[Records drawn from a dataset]
Content starts

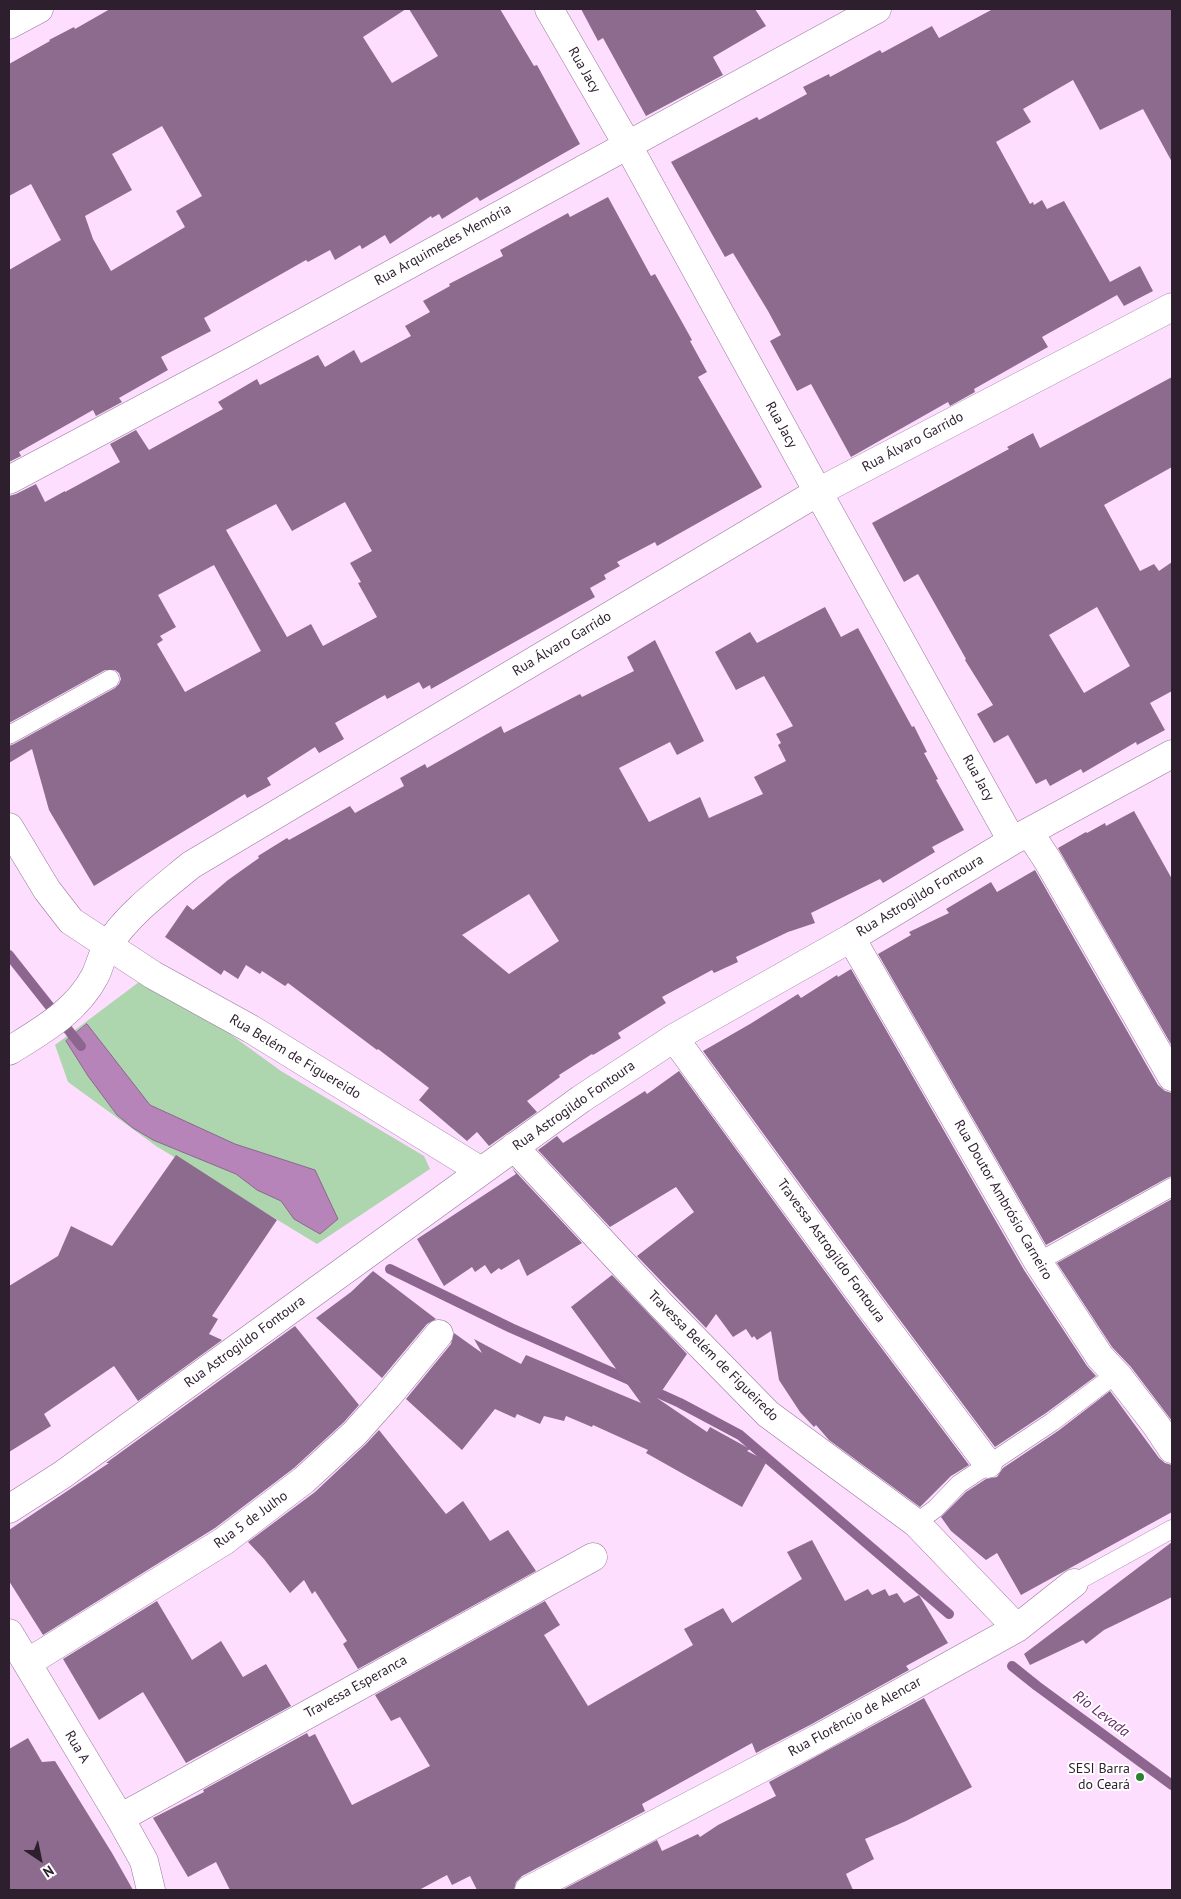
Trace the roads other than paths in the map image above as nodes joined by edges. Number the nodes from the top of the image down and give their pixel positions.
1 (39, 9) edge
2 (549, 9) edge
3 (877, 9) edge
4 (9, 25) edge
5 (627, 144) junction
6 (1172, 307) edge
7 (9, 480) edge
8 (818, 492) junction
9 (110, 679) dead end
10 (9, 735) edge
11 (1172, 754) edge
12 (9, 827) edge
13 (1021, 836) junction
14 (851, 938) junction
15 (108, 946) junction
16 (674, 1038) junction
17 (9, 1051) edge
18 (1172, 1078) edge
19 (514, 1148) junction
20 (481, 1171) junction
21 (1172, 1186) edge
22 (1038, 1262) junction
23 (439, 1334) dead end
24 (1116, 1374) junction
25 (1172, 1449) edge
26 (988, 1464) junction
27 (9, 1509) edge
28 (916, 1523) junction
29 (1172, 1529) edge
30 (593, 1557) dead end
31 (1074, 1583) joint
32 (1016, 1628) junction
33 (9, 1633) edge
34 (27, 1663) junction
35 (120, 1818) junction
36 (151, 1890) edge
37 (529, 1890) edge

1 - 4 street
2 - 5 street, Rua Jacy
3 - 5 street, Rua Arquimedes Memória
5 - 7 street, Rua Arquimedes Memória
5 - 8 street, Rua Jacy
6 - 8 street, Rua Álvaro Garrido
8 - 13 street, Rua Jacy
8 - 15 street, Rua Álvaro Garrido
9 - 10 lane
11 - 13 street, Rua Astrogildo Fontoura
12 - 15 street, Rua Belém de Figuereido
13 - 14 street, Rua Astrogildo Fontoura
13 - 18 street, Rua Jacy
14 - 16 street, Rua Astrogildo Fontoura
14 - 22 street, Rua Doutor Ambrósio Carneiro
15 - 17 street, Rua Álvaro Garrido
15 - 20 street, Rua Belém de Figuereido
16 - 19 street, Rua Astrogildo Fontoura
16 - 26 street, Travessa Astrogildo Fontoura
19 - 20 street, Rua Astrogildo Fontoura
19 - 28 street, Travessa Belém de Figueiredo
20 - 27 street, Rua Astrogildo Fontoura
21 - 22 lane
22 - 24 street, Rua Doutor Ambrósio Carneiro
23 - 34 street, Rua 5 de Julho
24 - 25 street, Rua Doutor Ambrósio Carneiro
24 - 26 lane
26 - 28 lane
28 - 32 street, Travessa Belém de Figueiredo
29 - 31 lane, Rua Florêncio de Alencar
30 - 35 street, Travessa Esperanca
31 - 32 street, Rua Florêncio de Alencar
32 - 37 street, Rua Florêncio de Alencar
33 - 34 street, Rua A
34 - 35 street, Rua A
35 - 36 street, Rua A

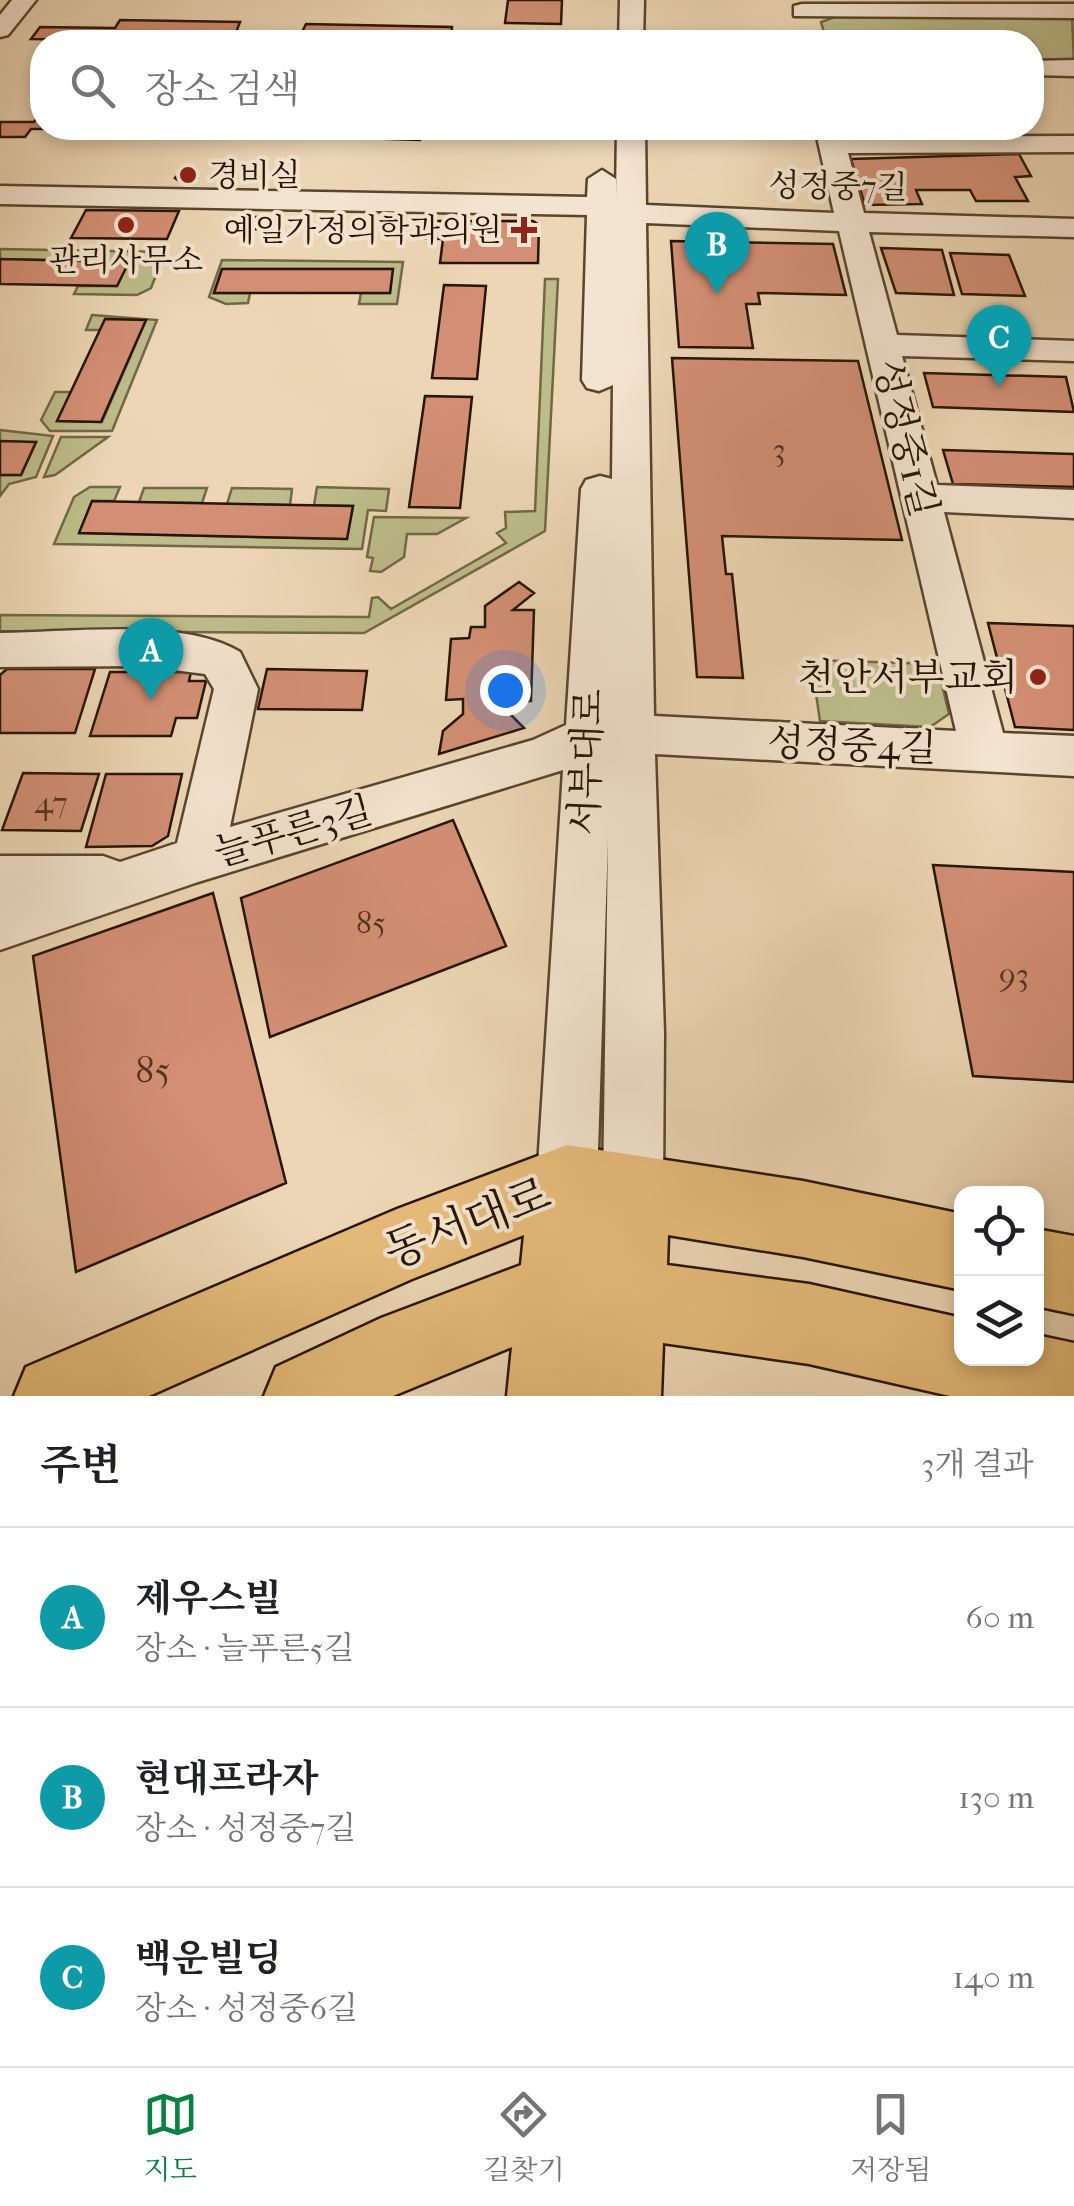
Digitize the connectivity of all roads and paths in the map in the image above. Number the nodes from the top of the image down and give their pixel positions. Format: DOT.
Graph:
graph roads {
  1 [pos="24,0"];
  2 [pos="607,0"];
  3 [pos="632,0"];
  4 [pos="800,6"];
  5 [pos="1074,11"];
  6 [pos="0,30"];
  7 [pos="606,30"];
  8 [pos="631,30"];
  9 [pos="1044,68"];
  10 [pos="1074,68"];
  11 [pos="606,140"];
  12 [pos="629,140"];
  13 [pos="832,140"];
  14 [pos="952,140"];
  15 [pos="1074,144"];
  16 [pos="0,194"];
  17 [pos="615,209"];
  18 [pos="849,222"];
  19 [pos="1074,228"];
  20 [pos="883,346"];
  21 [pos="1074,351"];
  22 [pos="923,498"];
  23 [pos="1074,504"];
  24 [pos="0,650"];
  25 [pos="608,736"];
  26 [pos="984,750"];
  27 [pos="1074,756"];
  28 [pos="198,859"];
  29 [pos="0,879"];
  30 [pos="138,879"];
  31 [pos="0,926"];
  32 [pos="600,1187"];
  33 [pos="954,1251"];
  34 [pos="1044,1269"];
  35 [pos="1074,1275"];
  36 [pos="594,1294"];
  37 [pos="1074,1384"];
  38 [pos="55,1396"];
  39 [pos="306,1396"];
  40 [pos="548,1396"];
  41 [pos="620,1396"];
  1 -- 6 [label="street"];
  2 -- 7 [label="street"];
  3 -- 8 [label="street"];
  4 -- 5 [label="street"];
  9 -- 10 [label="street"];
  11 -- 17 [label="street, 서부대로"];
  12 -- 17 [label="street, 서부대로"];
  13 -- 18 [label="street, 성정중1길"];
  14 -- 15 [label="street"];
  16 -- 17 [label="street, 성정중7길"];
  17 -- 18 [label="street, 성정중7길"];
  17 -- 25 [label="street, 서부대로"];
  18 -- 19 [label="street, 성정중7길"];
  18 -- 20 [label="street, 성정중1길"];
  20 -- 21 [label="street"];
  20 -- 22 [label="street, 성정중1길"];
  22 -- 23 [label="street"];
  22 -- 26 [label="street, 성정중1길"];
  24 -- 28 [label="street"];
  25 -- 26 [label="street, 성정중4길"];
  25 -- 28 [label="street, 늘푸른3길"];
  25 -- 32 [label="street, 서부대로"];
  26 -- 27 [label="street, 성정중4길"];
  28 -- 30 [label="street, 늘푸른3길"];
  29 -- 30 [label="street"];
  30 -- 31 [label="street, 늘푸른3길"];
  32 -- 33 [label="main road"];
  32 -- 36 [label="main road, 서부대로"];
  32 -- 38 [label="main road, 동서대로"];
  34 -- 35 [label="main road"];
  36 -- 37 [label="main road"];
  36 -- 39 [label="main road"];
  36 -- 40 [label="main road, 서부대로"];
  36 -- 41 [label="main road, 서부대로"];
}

Content ends

**Problem**
All that is needed is an exact copy of the entries above, minus the pictures.

**Solution to the exercise**
Trace the roads other than paths in the map image above as nodes joined by edges. Number the nodes from the top of the image down and give their pixel positions.
1 (39, 9) edge
2 (549, 9) edge
3 (877, 9) edge
4 (9, 25) edge
5 (627, 144) junction
6 (1172, 307) edge
7 (9, 480) edge
8 (818, 492) junction
9 (110, 679) dead end
10 (9, 735) edge
11 (1172, 754) edge
12 (9, 827) edge
13 (1021, 836) junction
14 (851, 938) junction
15 (108, 946) junction
16 (674, 1038) junction
17 (9, 1051) edge
18 (1172, 1078) edge
19 (514, 1148) junction
20 (481, 1171) junction
21 (1172, 1186) edge
22 (1038, 1262) junction
23 (439, 1334) dead end
24 (1116, 1374) junction
25 (1172, 1449) edge
26 (988, 1464) junction
27 (9, 1509) edge
28 (916, 1523) junction
29 (1172, 1529) edge
30 (593, 1557) dead end
31 (1074, 1583) joint
32 (1016, 1628) junction
33 (9, 1633) edge
34 (27, 1663) junction
35 (120, 1818) junction
36 (151, 1890) edge
37 (529, 1890) edge

1 - 4 street
2 - 5 street, Rua Jacy
3 - 5 street, Rua Arquimedes Memória
5 - 7 street, Rua Arquimedes Memória
5 - 8 street, Rua Jacy
6 - 8 street, Rua Álvaro Garrido
8 - 13 street, Rua Jacy
8 - 15 street, Rua Álvaro Garrido
9 - 10 lane
11 - 13 street, Rua Astrogildo Fontoura
12 - 15 street, Rua Belém de Figuereido
13 - 14 street, Rua Astrogildo Fontoura
13 - 18 street, Rua Jacy
14 - 16 street, Rua Astrogildo Fontoura
14 - 22 street, Rua Doutor Ambrósio Carneiro
15 - 17 street, Rua Álvaro Garrido
15 - 20 street, Rua Belém de Figuereido
16 - 19 street, Rua Astrogildo Fontoura
16 - 26 street, Travessa Astrogildo Fontoura
19 - 20 street, Rua Astrogildo Fontoura
19 - 28 street, Travessa Belém de Figueiredo
20 - 27 street, Rua Astrogildo Fontoura
21 - 22 lane
22 - 24 street, Rua Doutor Ambrósio Carneiro
23 - 34 street, Rua 5 de Julho
24 - 25 street, Rua Doutor Ambrósio Carneiro
24 - 26 lane
26 - 28 lane
28 - 32 street, Travessa Belém de Figueiredo
29 - 31 lane, Rua Florêncio de Alencar
30 - 35 street, Travessa Esperanca
31 - 32 street, Rua Florêncio de Alencar
32 - 37 street, Rua Florêncio de Alencar
33 - 34 street, Rua A
34 - 35 street, Rua A
35 - 36 street, Rua A

Digitize the connectivity of all roads and paths in the map in the image above. Number the nodes from the top of the image down and give their pixel positions. Format: DOT.
Graph:
graph roads {
  1 [pos="24,0"];
  2 [pos="607,0"];
  3 [pos="632,0"];
  4 [pos="800,6"];
  5 [pos="1074,11"];
  6 [pos="0,30"];
  7 [pos="606,30"];
  8 [pos="631,30"];
  9 [pos="1044,68"];
  10 [pos="1074,68"];
  11 [pos="606,140"];
  12 [pos="629,140"];
  13 [pos="832,140"];
  14 [pos="952,140"];
  15 [pos="1074,144"];
  16 [pos="0,194"];
  17 [pos="615,209"];
  18 [pos="849,222"];
  19 [pos="1074,228"];
  20 [pos="883,346"];
  21 [pos="1074,351"];
  22 [pos="923,498"];
  23 [pos="1074,504"];
  24 [pos="0,650"];
  25 [pos="608,736"];
  26 [pos="984,750"];
  27 [pos="1074,756"];
  28 [pos="198,859"];
  29 [pos="0,879"];
  30 [pos="138,879"];
  31 [pos="0,926"];
  32 [pos="600,1187"];
  33 [pos="954,1251"];
  34 [pos="1044,1269"];
  35 [pos="1074,1275"];
  36 [pos="594,1294"];
  37 [pos="1074,1384"];
  38 [pos="55,1396"];
  39 [pos="306,1396"];
  40 [pos="548,1396"];
  41 [pos="620,1396"];
  1 -- 6 [label="street"];
  2 -- 7 [label="street"];
  3 -- 8 [label="street"];
  4 -- 5 [label="street"];
  9 -- 10 [label="street"];
  11 -- 17 [label="street, 서부대로"];
  12 -- 17 [label="street, 서부대로"];
  13 -- 18 [label="street, 성정중1길"];
  14 -- 15 [label="street"];
  16 -- 17 [label="street, 성정중7길"];
  17 -- 18 [label="street, 성정중7길"];
  17 -- 25 [label="street, 서부대로"];
  18 -- 19 [label="street, 성정중7길"];
  18 -- 20 [label="street, 성정중1길"];
  20 -- 21 [label="street"];
  20 -- 22 [label="street, 성정중1길"];
  22 -- 23 [label="street"];
  22 -- 26 [label="street, 성정중1길"];
  24 -- 28 [label="street"];
  25 -- 26 [label="street, 성정중4길"];
  25 -- 28 [label="street, 늘푸른3길"];
  25 -- 32 [label="street, 서부대로"];
  26 -- 27 [label="street, 성정중4길"];
  28 -- 30 [label="street, 늘푸른3길"];
  29 -- 30 [label="street"];
  30 -- 31 [label="street, 늘푸른3길"];
  32 -- 33 [label="main road"];
  32 -- 36 [label="main road, 서부대로"];
  32 -- 38 [label="main road, 동서대로"];
  34 -- 35 [label="main road"];
  36 -- 37 [label="main road"];
  36 -- 39 [label="main road"];
  36 -- 40 [label="main road, 서부대로"];
  36 -- 41 [label="main road, 서부대로"];
}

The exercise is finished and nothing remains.